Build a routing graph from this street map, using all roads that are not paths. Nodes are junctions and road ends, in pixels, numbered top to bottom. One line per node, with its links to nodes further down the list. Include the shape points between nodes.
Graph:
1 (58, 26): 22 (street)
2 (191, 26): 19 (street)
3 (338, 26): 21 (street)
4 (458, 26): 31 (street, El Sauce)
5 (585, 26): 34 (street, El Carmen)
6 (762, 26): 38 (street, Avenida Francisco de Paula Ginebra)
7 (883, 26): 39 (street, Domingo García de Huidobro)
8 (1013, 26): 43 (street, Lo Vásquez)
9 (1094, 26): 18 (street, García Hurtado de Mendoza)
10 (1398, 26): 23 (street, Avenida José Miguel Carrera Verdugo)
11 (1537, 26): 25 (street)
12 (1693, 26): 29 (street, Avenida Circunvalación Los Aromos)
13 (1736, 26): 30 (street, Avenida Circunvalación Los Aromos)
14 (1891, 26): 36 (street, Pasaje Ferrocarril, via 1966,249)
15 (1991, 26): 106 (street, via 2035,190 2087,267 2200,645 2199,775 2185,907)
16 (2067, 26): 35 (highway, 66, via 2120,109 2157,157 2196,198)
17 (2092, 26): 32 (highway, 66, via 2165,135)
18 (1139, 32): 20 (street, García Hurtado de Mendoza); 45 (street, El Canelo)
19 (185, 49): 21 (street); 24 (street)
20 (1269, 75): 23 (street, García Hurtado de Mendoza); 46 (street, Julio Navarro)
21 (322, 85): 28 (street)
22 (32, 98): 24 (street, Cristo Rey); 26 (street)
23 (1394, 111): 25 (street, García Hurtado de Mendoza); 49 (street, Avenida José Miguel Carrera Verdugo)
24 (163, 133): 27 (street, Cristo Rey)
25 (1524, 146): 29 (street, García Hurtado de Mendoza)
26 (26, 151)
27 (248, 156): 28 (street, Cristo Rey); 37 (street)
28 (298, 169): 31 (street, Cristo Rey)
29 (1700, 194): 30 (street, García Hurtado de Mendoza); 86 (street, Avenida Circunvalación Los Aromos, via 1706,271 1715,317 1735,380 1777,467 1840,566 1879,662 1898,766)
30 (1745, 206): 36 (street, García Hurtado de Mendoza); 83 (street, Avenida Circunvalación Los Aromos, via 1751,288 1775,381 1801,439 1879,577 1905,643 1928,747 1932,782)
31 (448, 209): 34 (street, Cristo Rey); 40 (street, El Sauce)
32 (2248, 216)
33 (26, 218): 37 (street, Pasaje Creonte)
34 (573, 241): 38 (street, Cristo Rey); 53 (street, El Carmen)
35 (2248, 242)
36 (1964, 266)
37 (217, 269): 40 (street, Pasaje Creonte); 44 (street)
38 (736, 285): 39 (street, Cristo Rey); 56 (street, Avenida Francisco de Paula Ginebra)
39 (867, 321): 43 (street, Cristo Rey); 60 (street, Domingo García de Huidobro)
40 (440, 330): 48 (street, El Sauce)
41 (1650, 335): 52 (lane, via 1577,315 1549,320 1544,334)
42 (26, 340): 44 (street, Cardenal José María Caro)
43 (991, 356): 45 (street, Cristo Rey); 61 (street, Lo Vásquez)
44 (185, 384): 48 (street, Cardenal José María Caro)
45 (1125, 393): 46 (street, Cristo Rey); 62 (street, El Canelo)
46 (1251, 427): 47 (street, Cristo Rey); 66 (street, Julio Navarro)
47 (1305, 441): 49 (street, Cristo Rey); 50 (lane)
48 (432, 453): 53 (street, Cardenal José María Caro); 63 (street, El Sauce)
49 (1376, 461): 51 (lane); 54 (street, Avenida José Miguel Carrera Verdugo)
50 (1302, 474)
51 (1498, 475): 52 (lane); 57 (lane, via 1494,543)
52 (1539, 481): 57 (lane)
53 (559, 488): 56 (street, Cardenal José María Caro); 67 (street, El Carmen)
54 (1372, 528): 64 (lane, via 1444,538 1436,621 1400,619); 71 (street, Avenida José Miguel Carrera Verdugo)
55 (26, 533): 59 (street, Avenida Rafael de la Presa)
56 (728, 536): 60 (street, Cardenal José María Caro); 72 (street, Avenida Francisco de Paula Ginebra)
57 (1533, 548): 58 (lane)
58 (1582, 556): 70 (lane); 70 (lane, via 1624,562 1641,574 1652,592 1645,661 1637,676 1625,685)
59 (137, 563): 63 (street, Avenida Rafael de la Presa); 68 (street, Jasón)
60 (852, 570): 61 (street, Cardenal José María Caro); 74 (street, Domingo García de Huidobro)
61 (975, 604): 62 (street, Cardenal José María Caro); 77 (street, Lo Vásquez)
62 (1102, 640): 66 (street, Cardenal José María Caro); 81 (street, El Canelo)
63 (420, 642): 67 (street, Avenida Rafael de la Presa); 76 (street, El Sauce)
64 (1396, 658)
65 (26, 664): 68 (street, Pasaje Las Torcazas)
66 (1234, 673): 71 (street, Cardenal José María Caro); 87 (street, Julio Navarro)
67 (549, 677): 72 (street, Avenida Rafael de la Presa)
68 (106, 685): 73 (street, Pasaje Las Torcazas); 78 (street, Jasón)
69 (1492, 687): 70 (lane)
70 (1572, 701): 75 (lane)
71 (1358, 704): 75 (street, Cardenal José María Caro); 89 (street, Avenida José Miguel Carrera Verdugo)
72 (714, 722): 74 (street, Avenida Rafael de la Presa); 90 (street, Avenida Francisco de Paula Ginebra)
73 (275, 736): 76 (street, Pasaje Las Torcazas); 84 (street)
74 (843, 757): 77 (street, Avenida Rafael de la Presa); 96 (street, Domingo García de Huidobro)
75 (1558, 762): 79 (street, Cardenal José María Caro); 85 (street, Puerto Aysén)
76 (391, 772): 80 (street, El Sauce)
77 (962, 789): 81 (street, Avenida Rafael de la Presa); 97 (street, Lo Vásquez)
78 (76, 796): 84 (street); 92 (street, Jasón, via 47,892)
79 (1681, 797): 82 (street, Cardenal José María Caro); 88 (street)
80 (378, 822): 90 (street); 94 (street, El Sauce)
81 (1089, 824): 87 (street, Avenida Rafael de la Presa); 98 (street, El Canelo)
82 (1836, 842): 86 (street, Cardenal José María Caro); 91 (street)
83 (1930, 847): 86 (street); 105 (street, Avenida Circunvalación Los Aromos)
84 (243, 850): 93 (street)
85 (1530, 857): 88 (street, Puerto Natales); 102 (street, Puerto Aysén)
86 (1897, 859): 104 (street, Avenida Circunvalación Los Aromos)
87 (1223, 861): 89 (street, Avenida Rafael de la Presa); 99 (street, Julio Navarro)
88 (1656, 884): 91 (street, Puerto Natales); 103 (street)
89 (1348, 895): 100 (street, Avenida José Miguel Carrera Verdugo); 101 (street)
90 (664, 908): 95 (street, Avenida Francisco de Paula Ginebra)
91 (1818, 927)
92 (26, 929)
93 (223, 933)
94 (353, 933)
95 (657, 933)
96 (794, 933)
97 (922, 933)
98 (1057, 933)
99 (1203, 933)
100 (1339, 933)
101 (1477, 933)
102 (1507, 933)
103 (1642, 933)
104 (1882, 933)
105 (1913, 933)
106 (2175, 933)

Exercise details →
Restate the entries above word for word.

Response box →
Build a routing graph from this street map, using all roads that are not paths. Nodes are junctions and road ends, in pixels, numbered top to bottom. One line per node, with its links to nodes further down the list. Include the shape points between nodes.
Graph:
1 (58, 26): 22 (street)
2 (191, 26): 19 (street)
3 (338, 26): 21 (street)
4 (458, 26): 31 (street, El Sauce)
5 (585, 26): 34 (street, El Carmen)
6 (762, 26): 38 (street, Avenida Francisco de Paula Ginebra)
7 (883, 26): 39 (street, Domingo García de Huidobro)
8 (1013, 26): 43 (street, Lo Vásquez)
9 (1094, 26): 18 (street, García Hurtado de Mendoza)
10 (1398, 26): 23 (street, Avenida José Miguel Carrera Verdugo)
11 (1537, 26): 25 (street)
12 (1693, 26): 29 (street, Avenida Circunvalación Los Aromos)
13 (1736, 26): 30 (street, Avenida Circunvalación Los Aromos)
14 (1891, 26): 36 (street, Pasaje Ferrocarril, via 1966,249)
15 (1991, 26): 106 (street, via 2035,190 2087,267 2200,645 2199,775 2185,907)
16 (2067, 26): 35 (highway, 66, via 2120,109 2157,157 2196,198)
17 (2092, 26): 32 (highway, 66, via 2165,135)
18 (1139, 32): 20 (street, García Hurtado de Mendoza); 45 (street, El Canelo)
19 (185, 49): 21 (street); 24 (street)
20 (1269, 75): 23 (street, García Hurtado de Mendoza); 46 (street, Julio Navarro)
21 (322, 85): 28 (street)
22 (32, 98): 24 (street, Cristo Rey); 26 (street)
23 (1394, 111): 25 (street, García Hurtado de Mendoza); 49 (street, Avenida José Miguel Carrera Verdugo)
24 (163, 133): 27 (street, Cristo Rey)
25 (1524, 146): 29 (street, García Hurtado de Mendoza)
26 (26, 151)
27 (248, 156): 28 (street, Cristo Rey); 37 (street)
28 (298, 169): 31 (street, Cristo Rey)
29 (1700, 194): 30 (street, García Hurtado de Mendoza); 86 (street, Avenida Circunvalación Los Aromos, via 1706,271 1715,317 1735,380 1777,467 1840,566 1879,662 1898,766)
30 (1745, 206): 36 (street, García Hurtado de Mendoza); 83 (street, Avenida Circunvalación Los Aromos, via 1751,288 1775,381 1801,439 1879,577 1905,643 1928,747 1932,782)
31 (448, 209): 34 (street, Cristo Rey); 40 (street, El Sauce)
32 (2248, 216)
33 (26, 218): 37 (street, Pasaje Creonte)
34 (573, 241): 38 (street, Cristo Rey); 53 (street, El Carmen)
35 (2248, 242)
36 (1964, 266)
37 (217, 269): 40 (street, Pasaje Creonte); 44 (street)
38 (736, 285): 39 (street, Cristo Rey); 56 (street, Avenida Francisco de Paula Ginebra)
39 (867, 321): 43 (street, Cristo Rey); 60 (street, Domingo García de Huidobro)
40 (440, 330): 48 (street, El Sauce)
41 (1650, 335): 52 (lane, via 1577,315 1549,320 1544,334)
42 (26, 340): 44 (street, Cardenal José María Caro)
43 (991, 356): 45 (street, Cristo Rey); 61 (street, Lo Vásquez)
44 (185, 384): 48 (street, Cardenal José María Caro)
45 (1125, 393): 46 (street, Cristo Rey); 62 (street, El Canelo)
46 (1251, 427): 47 (street, Cristo Rey); 66 (street, Julio Navarro)
47 (1305, 441): 49 (street, Cristo Rey); 50 (lane)
48 (432, 453): 53 (street, Cardenal José María Caro); 63 (street, El Sauce)
49 (1376, 461): 51 (lane); 54 (street, Avenida José Miguel Carrera Verdugo)
50 (1302, 474)
51 (1498, 475): 52 (lane); 57 (lane, via 1494,543)
52 (1539, 481): 57 (lane)
53 (559, 488): 56 (street, Cardenal José María Caro); 67 (street, El Carmen)
54 (1372, 528): 64 (lane, via 1444,538 1436,621 1400,619); 71 (street, Avenida José Miguel Carrera Verdugo)
55 (26, 533): 59 (street, Avenida Rafael de la Presa)
56 (728, 536): 60 (street, Cardenal José María Caro); 72 (street, Avenida Francisco de Paula Ginebra)
57 (1533, 548): 58 (lane)
58 (1582, 556): 70 (lane); 70 (lane, via 1624,562 1641,574 1652,592 1645,661 1637,676 1625,685)
59 (137, 563): 63 (street, Avenida Rafael de la Presa); 68 (street, Jasón)
60 (852, 570): 61 (street, Cardenal José María Caro); 74 (street, Domingo García de Huidobro)
61 (975, 604): 62 (street, Cardenal José María Caro); 77 (street, Lo Vásquez)
62 (1102, 640): 66 (street, Cardenal José María Caro); 81 (street, El Canelo)
63 (420, 642): 67 (street, Avenida Rafael de la Presa); 76 (street, El Sauce)
64 (1396, 658)
65 (26, 664): 68 (street, Pasaje Las Torcazas)
66 (1234, 673): 71 (street, Cardenal José María Caro); 87 (street, Julio Navarro)
67 (549, 677): 72 (street, Avenida Rafael de la Presa)
68 (106, 685): 73 (street, Pasaje Las Torcazas); 78 (street, Jasón)
69 (1492, 687): 70 (lane)
70 (1572, 701): 75 (lane)
71 (1358, 704): 75 (street, Cardenal José María Caro); 89 (street, Avenida José Miguel Carrera Verdugo)
72 (714, 722): 74 (street, Avenida Rafael de la Presa); 90 (street, Avenida Francisco de Paula Ginebra)
73 (275, 736): 76 (street, Pasaje Las Torcazas); 84 (street)
74 (843, 757): 77 (street, Avenida Rafael de la Presa); 96 (street, Domingo García de Huidobro)
75 (1558, 762): 79 (street, Cardenal José María Caro); 85 (street, Puerto Aysén)
76 (391, 772): 80 (street, El Sauce)
77 (962, 789): 81 (street, Avenida Rafael de la Presa); 97 (street, Lo Vásquez)
78 (76, 796): 84 (street); 92 (street, Jasón, via 47,892)
79 (1681, 797): 82 (street, Cardenal José María Caro); 88 (street)
80 (378, 822): 90 (street); 94 (street, El Sauce)
81 (1089, 824): 87 (street, Avenida Rafael de la Presa); 98 (street, El Canelo)
82 (1836, 842): 86 (street, Cardenal José María Caro); 91 (street)
83 (1930, 847): 86 (street); 105 (street, Avenida Circunvalación Los Aromos)
84 (243, 850): 93 (street)
85 (1530, 857): 88 (street, Puerto Natales); 102 (street, Puerto Aysén)
86 (1897, 859): 104 (street, Avenida Circunvalación Los Aromos)
87 (1223, 861): 89 (street, Avenida Rafael de la Presa); 99 (street, Julio Navarro)
88 (1656, 884): 91 (street, Puerto Natales); 103 (street)
89 (1348, 895): 100 (street, Avenida José Miguel Carrera Verdugo); 101 (street)
90 (664, 908): 95 (street, Avenida Francisco de Paula Ginebra)
91 (1818, 927)
92 (26, 929)
93 (223, 933)
94 (353, 933)
95 (657, 933)
96 (794, 933)
97 (922, 933)
98 (1057, 933)
99 (1203, 933)
100 (1339, 933)
101 (1477, 933)
102 (1507, 933)
103 (1642, 933)
104 (1882, 933)
105 (1913, 933)
106 (2175, 933)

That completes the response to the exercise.